Under the arrangement, Spielberg and other DreamWorks founders will receive up to $600 million in equity to launch the new venture, in which Reliance will have a large stake, The Wall Street Journal reported Wednesday.


The new venture is likely to seek out an additional $500 million in debt financing to fund the development of about six films a year. The new venture would then select a major studio to help distribute the films, the report said. Spielberg and DreamWorks co-founder David Geffen are under contract to Viacom’s Paramount Pictures, which bought the studio in 2006. Relations between Spielberg and Viacom have reportedly soured since DreamWorks was sold.


Standard & Poor’s Equity analyst Tuna Amobi says Viacom’s financials would not be “materially hurt” should DreamWorks distribute its films with another studio. He also says such a move is “unlikely” to affect Paramount’s long-term distribution deal with DreamWorks Animation.


Universal Pictures or News Corp.‘s Twentieth Century Fox could end up distributing DreamWorks’ product, the Journal said.

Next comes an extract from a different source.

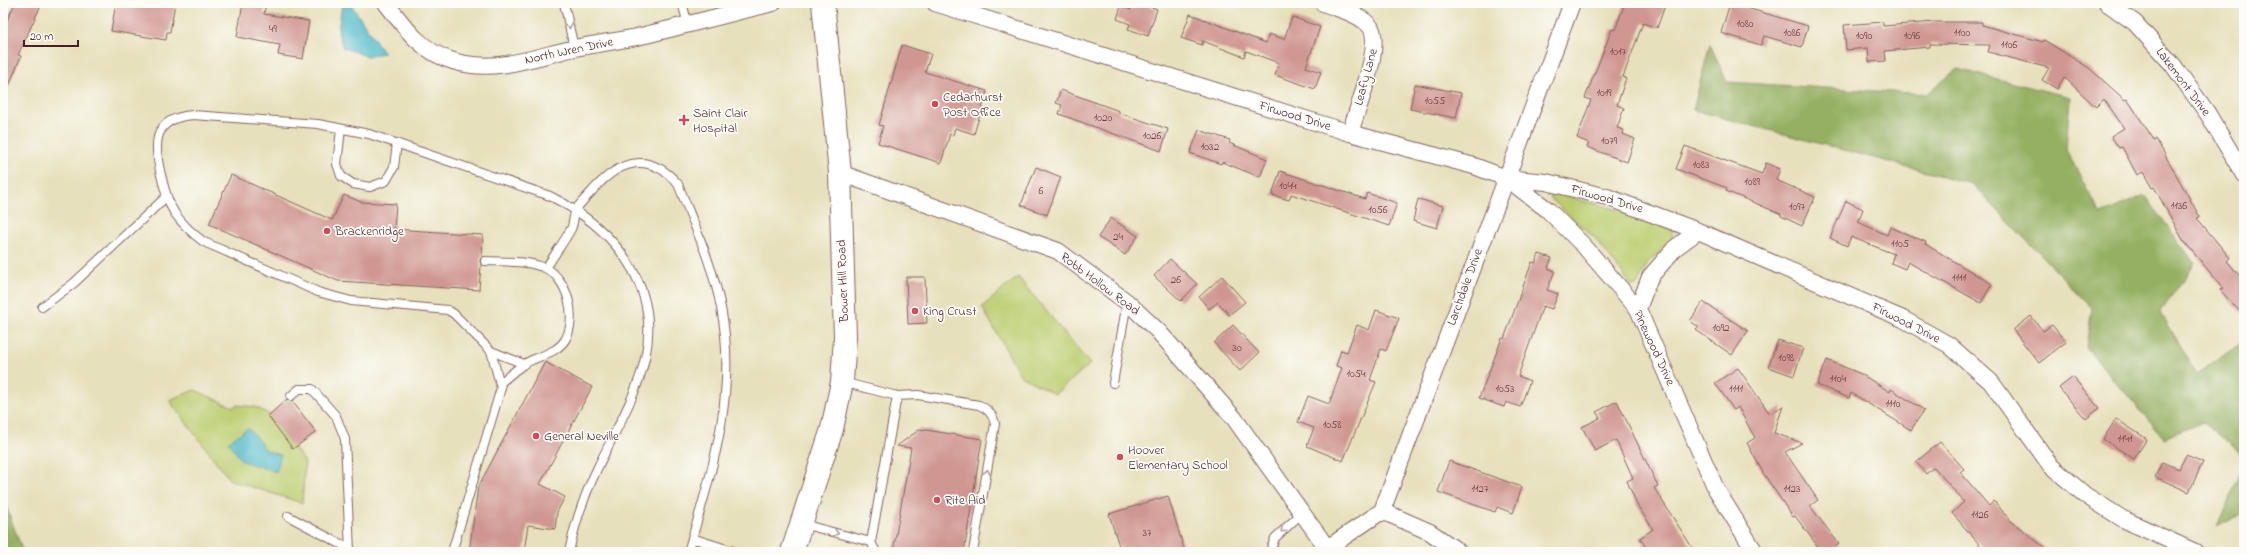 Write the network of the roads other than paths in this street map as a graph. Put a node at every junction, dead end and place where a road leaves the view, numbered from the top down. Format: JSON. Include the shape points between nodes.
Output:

Mumbai-based Reliance ADA Group controls Reliance Big Entertainment, which last month announced several financing deals with Hollywood’s biggest names, including Tom Hanks, George Clooney, Jim Carrey and Brad Pitt, the newspaper reported.


Hollywood has had to increasingly turn to foreign backers amid recent turmoil on Wall Street, according to the report.


For its part, Reliance, controlled by India’s Ambani family, is attempting to become a global media player, building on the strength of India’s own film industry, headquartered in Mumbai and nicknamed Bollywood.


Paramount is flying high right now on the strength of two summer releases that are expected to top the $300 million mark in the United States - “Iron Man” and “Indiana Jones and the Kingdom of the Crystal Skull.”


DreamWorks Animation’s “Kung Fu Panda” has taken in well over $100 million during its first two weeks in release.


DreamWorks was formed in 1994 by Geffen, Spielberg and former Walt Disney Co. executive Jeffrey Katzenberg. Katzenberg formed the separate, publicly traded DreamWorks Animation operation when Geffen and Spielberg joined Paramount. DreamWorks Animation has a distribution deal with Paramount that is likely to remain in effect even if Geffen and Spielberg depart.